(Material provided Opens)

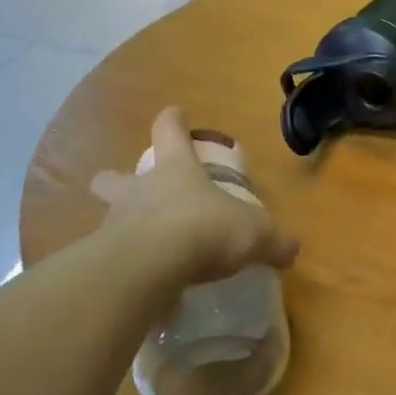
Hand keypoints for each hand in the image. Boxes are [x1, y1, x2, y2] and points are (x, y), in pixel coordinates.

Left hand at [90, 109, 298, 285]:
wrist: (150, 268)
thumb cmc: (205, 229)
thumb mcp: (255, 233)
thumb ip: (274, 241)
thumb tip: (290, 249)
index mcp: (177, 168)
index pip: (169, 130)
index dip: (174, 121)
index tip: (176, 114)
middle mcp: (141, 189)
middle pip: (116, 176)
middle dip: (117, 180)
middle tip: (130, 188)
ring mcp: (116, 223)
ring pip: (110, 216)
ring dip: (122, 226)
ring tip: (142, 247)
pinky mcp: (105, 260)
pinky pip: (112, 258)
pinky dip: (124, 266)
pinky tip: (140, 280)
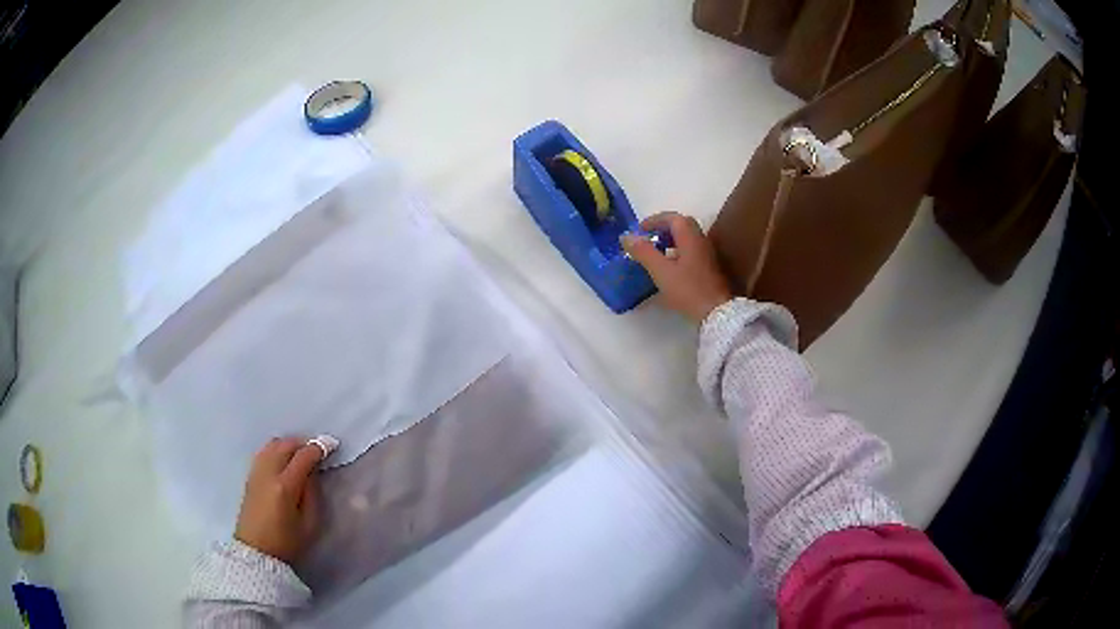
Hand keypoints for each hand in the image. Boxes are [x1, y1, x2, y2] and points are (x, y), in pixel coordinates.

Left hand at [234, 438, 323, 563]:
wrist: (256, 551)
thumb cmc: (287, 542)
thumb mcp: (310, 523)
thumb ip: (313, 494)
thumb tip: (313, 472)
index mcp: (285, 486)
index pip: (303, 456)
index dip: (319, 448)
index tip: (332, 445)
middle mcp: (268, 473)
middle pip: (286, 444)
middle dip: (303, 443)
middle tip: (317, 450)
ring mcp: (256, 472)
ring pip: (273, 444)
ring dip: (289, 444)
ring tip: (301, 454)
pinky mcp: (250, 476)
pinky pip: (264, 452)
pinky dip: (277, 449)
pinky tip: (284, 460)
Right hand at [621, 212, 732, 323]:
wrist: (717, 313)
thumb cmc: (688, 290)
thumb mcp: (661, 272)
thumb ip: (644, 252)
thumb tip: (627, 237)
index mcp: (690, 237)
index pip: (672, 218)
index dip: (654, 220)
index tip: (639, 230)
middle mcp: (701, 241)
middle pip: (682, 225)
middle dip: (663, 228)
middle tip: (648, 238)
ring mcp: (707, 254)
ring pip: (687, 238)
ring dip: (671, 240)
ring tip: (656, 252)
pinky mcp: (709, 267)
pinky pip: (691, 250)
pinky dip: (678, 251)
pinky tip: (670, 267)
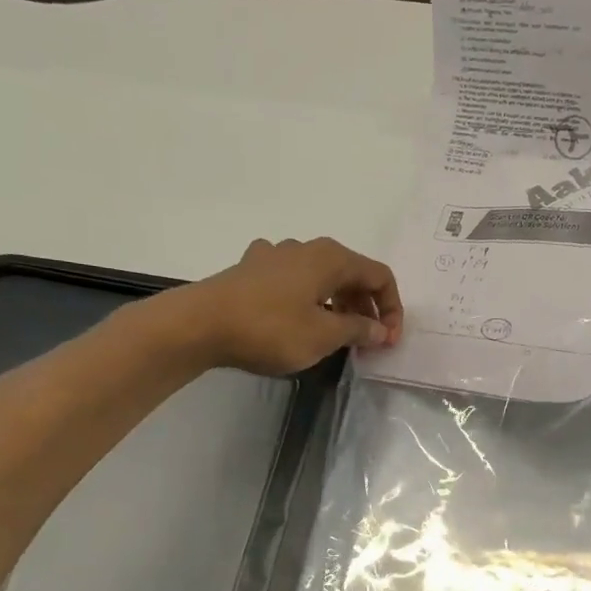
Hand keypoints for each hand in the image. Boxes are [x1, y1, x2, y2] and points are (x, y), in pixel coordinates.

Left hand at [174, 237, 403, 374]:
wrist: (198, 324)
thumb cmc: (270, 329)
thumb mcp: (323, 336)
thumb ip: (358, 330)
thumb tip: (380, 330)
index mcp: (331, 258)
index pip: (380, 276)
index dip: (392, 309)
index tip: (388, 341)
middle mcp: (306, 248)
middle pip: (352, 274)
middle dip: (367, 308)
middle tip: (367, 342)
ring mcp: (276, 256)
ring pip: (323, 277)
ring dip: (339, 305)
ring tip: (337, 336)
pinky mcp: (252, 270)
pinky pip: (295, 281)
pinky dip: (309, 300)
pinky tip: (299, 319)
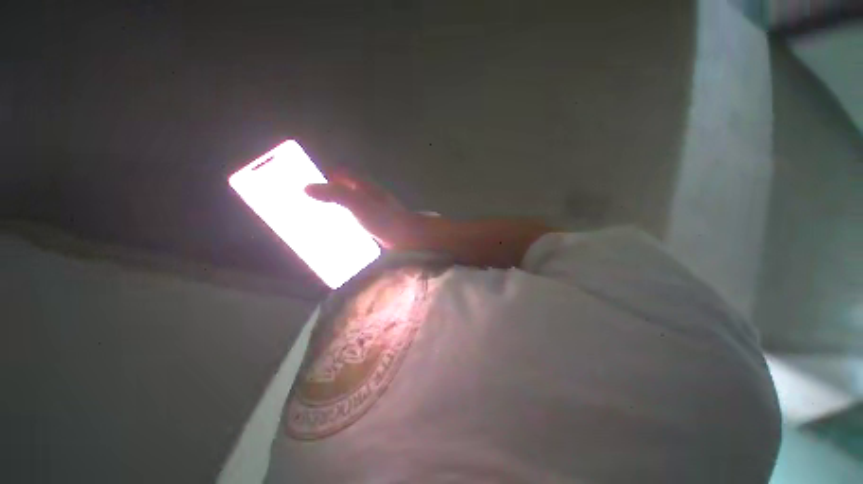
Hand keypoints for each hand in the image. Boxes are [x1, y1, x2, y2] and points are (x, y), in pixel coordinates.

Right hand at [305, 170, 422, 249]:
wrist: (405, 235)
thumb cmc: (383, 217)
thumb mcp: (358, 203)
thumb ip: (335, 194)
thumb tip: (306, 188)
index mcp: (362, 185)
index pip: (339, 174)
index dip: (323, 176)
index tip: (306, 183)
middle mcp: (365, 194)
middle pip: (341, 190)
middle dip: (325, 195)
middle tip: (308, 206)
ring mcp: (369, 209)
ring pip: (346, 206)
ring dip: (333, 210)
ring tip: (316, 221)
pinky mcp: (371, 222)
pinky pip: (352, 219)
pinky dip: (342, 222)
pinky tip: (335, 232)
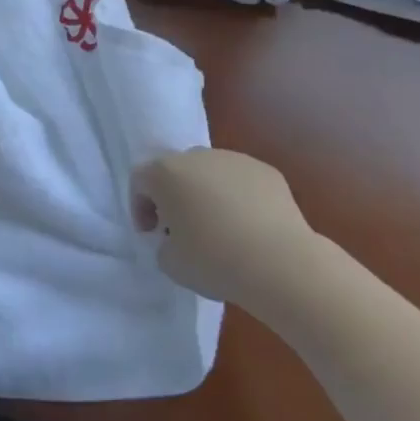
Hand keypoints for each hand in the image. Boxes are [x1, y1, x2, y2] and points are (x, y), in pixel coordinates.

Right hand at [131, 149, 318, 313]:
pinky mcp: (266, 171)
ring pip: (211, 173)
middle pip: (176, 171)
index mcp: (166, 173)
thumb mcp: (171, 263)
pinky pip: (242, 182)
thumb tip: (176, 238)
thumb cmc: (214, 261)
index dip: (140, 207)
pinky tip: (249, 229)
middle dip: (174, 196)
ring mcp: (234, 159)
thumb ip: (164, 243)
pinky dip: (239, 198)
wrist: (279, 262)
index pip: (140, 180)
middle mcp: (198, 156)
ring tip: (221, 230)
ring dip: (207, 194)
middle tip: (182, 230)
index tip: (151, 233)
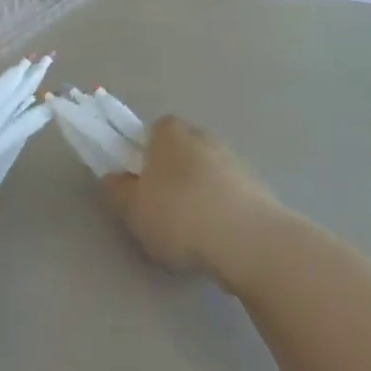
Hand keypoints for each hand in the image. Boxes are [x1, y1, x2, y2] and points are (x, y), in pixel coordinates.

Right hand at [102, 116, 288, 285]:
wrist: (247, 239)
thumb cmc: (178, 215)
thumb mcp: (131, 209)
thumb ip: (117, 190)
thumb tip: (114, 178)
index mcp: (168, 132)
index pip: (150, 131)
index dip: (141, 155)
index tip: (138, 184)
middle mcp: (202, 136)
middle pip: (179, 151)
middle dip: (170, 173)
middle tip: (159, 209)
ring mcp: (233, 159)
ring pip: (205, 172)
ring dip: (197, 192)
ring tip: (189, 231)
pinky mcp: (256, 185)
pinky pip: (227, 193)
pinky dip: (219, 209)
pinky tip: (214, 237)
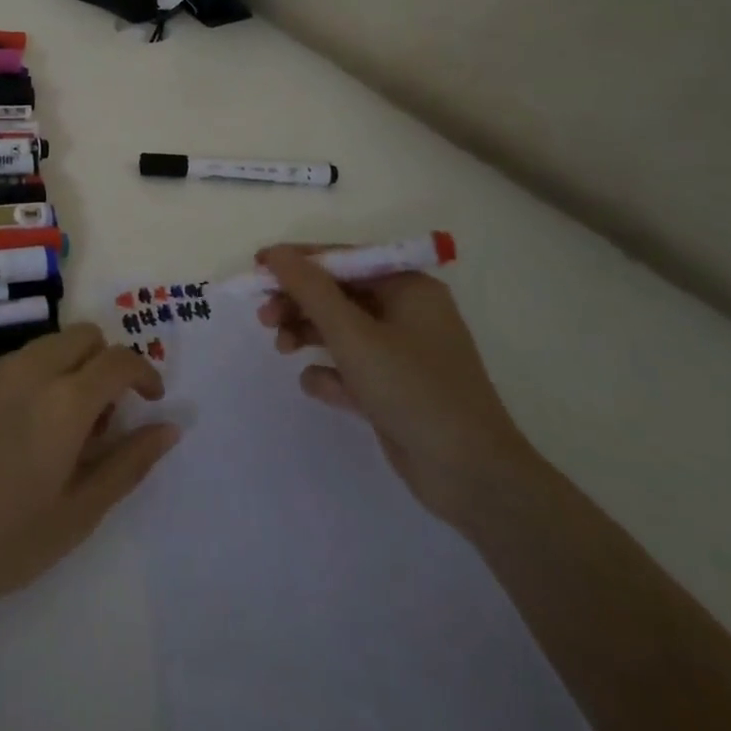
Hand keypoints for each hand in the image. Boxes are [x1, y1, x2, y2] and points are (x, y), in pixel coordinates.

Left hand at [0, 324, 178, 612]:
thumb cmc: (8, 539)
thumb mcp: (81, 510)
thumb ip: (130, 462)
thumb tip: (169, 427)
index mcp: (65, 400)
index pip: (118, 360)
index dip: (144, 373)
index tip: (151, 401)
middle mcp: (32, 370)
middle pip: (85, 335)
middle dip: (106, 362)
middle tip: (103, 418)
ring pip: (51, 344)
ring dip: (72, 366)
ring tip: (63, 427)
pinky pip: (20, 359)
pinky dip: (40, 374)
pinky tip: (25, 429)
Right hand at [256, 245, 539, 524]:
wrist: (472, 477)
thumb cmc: (412, 389)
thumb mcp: (353, 334)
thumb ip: (309, 289)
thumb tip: (275, 253)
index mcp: (408, 288)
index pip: (343, 259)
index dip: (298, 261)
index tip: (257, 269)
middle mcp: (407, 313)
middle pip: (338, 294)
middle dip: (299, 303)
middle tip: (263, 317)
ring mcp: (402, 353)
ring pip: (341, 330)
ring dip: (307, 334)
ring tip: (281, 349)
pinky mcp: (394, 389)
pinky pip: (351, 367)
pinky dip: (330, 372)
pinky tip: (318, 385)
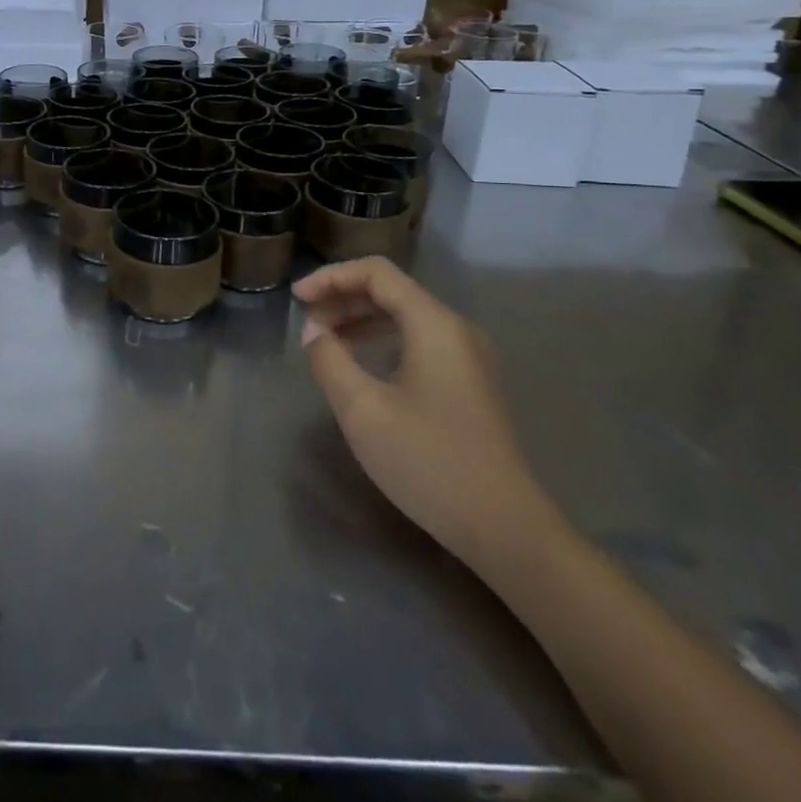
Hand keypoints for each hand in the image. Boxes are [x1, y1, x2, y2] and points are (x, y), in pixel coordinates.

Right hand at [296, 257, 559, 574]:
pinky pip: (418, 340)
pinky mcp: (469, 382)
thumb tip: (315, 333)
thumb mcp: (362, 409)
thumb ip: (330, 359)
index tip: (296, 299)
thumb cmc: (428, 461)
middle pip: (391, 291)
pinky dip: (382, 340)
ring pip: (404, 316)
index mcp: (434, 324)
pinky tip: (360, 364)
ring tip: (325, 342)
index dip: (331, 277)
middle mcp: (455, 330)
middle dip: (342, 299)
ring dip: (360, 320)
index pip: (376, 273)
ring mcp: (467, 357)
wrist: (504, 529)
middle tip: (306, 324)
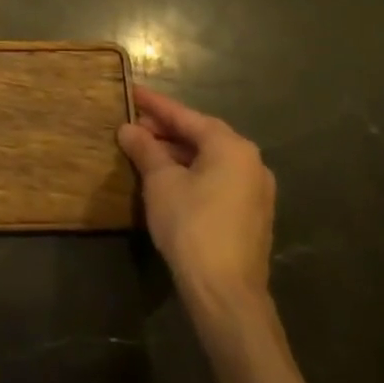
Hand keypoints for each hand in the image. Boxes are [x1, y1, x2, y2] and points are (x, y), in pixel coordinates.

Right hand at [118, 86, 275, 326]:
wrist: (225, 291)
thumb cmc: (190, 225)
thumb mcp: (160, 182)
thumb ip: (145, 150)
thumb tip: (128, 129)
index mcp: (231, 147)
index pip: (186, 117)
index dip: (156, 105)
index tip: (132, 91)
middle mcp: (251, 162)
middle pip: (202, 135)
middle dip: (166, 129)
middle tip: (133, 124)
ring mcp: (255, 190)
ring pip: (210, 159)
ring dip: (177, 152)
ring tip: (145, 150)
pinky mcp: (251, 214)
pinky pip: (217, 179)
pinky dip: (192, 171)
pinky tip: (167, 177)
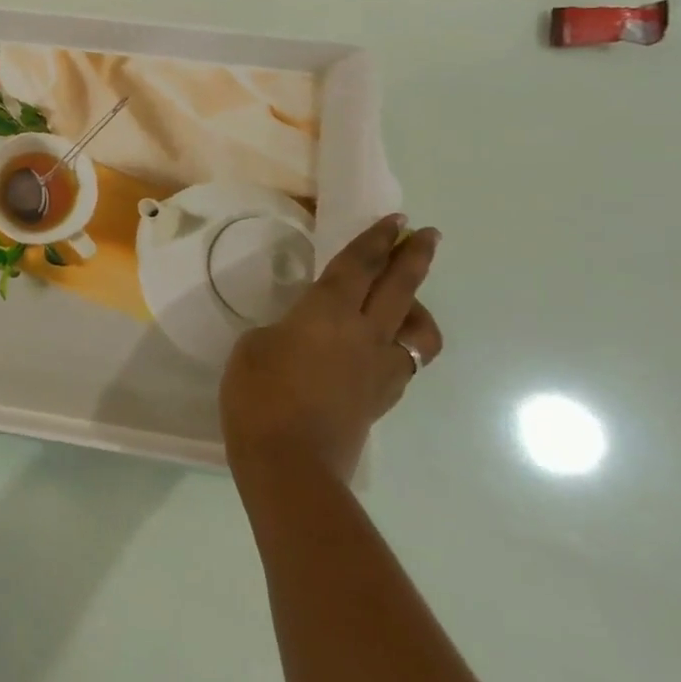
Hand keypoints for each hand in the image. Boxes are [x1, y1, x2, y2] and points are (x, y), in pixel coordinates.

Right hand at [220, 213, 442, 489]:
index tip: (397, 220)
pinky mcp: (382, 398)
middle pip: (400, 287)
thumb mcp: (253, 347)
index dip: (377, 239)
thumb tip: (300, 335)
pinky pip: (405, 360)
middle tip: (427, 235)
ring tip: (407, 301)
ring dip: (418, 306)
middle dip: (414, 257)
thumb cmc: (259, 395)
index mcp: (326, 312)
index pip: (358, 265)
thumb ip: (283, 330)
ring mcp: (379, 368)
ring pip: (418, 328)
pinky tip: (387, 347)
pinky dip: (404, 344)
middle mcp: (363, 333)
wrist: (290, 461)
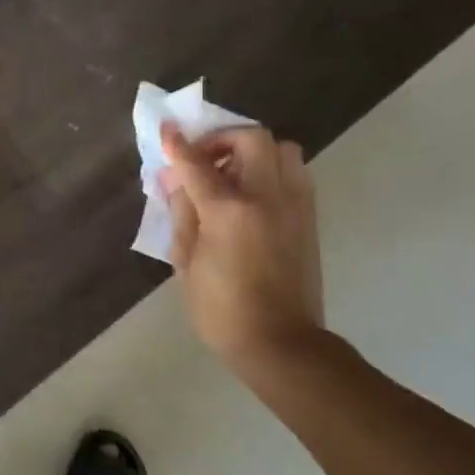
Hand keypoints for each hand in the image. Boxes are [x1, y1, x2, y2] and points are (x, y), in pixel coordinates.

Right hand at [164, 124, 324, 372]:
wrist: (280, 343)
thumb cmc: (221, 308)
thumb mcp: (186, 260)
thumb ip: (183, 212)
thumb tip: (178, 181)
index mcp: (230, 210)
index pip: (198, 163)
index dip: (178, 144)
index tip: (166, 130)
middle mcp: (267, 198)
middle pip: (252, 139)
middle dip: (222, 139)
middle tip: (203, 160)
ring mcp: (294, 206)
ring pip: (282, 150)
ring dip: (253, 152)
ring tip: (231, 176)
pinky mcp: (308, 219)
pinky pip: (294, 174)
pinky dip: (271, 170)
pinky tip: (250, 195)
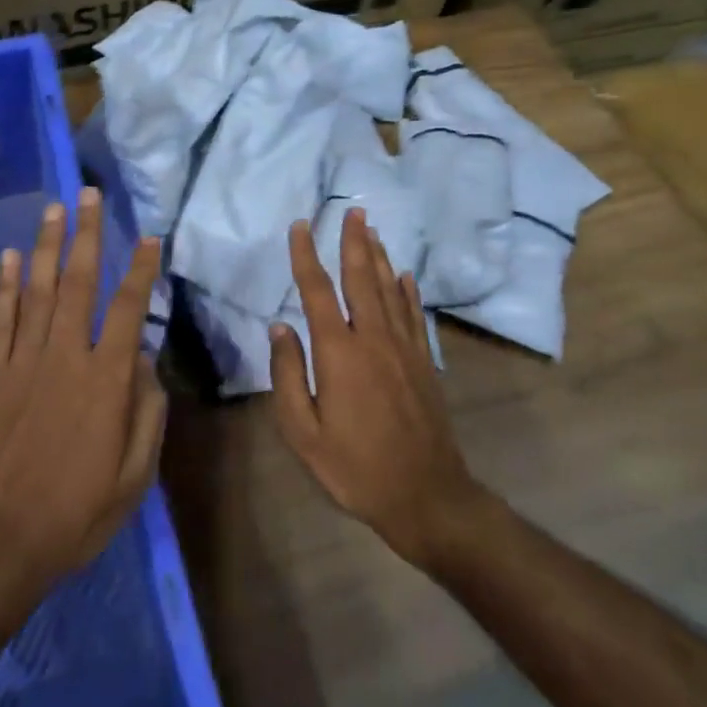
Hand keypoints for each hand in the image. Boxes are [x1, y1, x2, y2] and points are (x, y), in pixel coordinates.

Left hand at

(Material provided Closes)

# Goal of the exercise
Starting from the line with "ring mcp: (116, 223)" in the records above, repeat each line exactly until you have written the line with "pinky tip: (299, 319)", then stop; drop the pictures.

# Exercise response
ring mcp: (116, 223)
ring pip: (110, 216)
ring dip: (122, 226)
ring tip: (142, 247)
pinky mcp: (105, 260)
pinky pip: (112, 258)
pinky dip: (124, 266)
pinky tip: (140, 280)
Hand keypoints for each hand in the image. Boxes are [x1, y1, x2, y2] and points are (x, y), in pixel coordinates.

Left hand at [234, 438, 323, 563]:
wrist: (256, 551)
thumb cmc: (287, 542)
thumb mcp: (310, 523)
thumb ip: (313, 494)
thumb tip: (313, 472)
index mcp: (285, 486)
index pip: (303, 456)
index dip: (319, 448)
index tip: (332, 445)
middle mcp: (268, 473)
middle pip: (286, 444)
middle dip: (303, 443)
middle tip: (317, 450)
ring mcp: (256, 472)
ring pip: (273, 444)
ring dip: (289, 444)
ring tip: (301, 454)
pinky mcp: (250, 476)
pinky pip: (264, 452)
pinky dip: (277, 449)
pinky tip: (284, 460)
Right hand at [621, 212, 732, 323]:
wrist: (717, 313)
thumb cmc: (688, 290)
thumb mcp: (661, 272)
thumb ip: (644, 252)
thumb tip: (627, 237)
index mcp: (690, 237)
index pip: (672, 218)
index dip: (654, 220)
index tip: (639, 230)
middle mcp: (701, 241)
middle pip: (682, 225)
middle dip: (663, 228)
middle tip: (648, 238)
ring mcp: (707, 254)
ring pip: (687, 238)
ring dip: (671, 240)
ring tip: (656, 252)
pinky mcp: (709, 267)
pinky pip: (691, 250)
pinky dip: (678, 251)
pinky tip: (670, 267)
Hand keypoints for each hand in the image. Boxes are [x1, y1, x2, y2] and points are (x, y), in pixel coordinates.

Left hand at [174, 237, 403, 374]:
wrist: (198, 324)
thumb cmc: (270, 329)
thumb mcp: (323, 336)
thumb ip: (358, 330)
thumb tip: (380, 330)
index mcp: (331, 258)
index pip: (380, 276)
index dip: (392, 309)
index tip: (388, 341)
middle mcp: (306, 248)
middle pip: (352, 274)
middle dip: (367, 308)
middle tip: (367, 342)
ring mcp: (276, 256)
ring pip: (323, 277)
ring dip: (339, 305)
ring tip: (337, 336)
pinky mcp: (252, 270)
pinky pip: (295, 281)
pinky dip: (309, 300)
pinky tip: (299, 319)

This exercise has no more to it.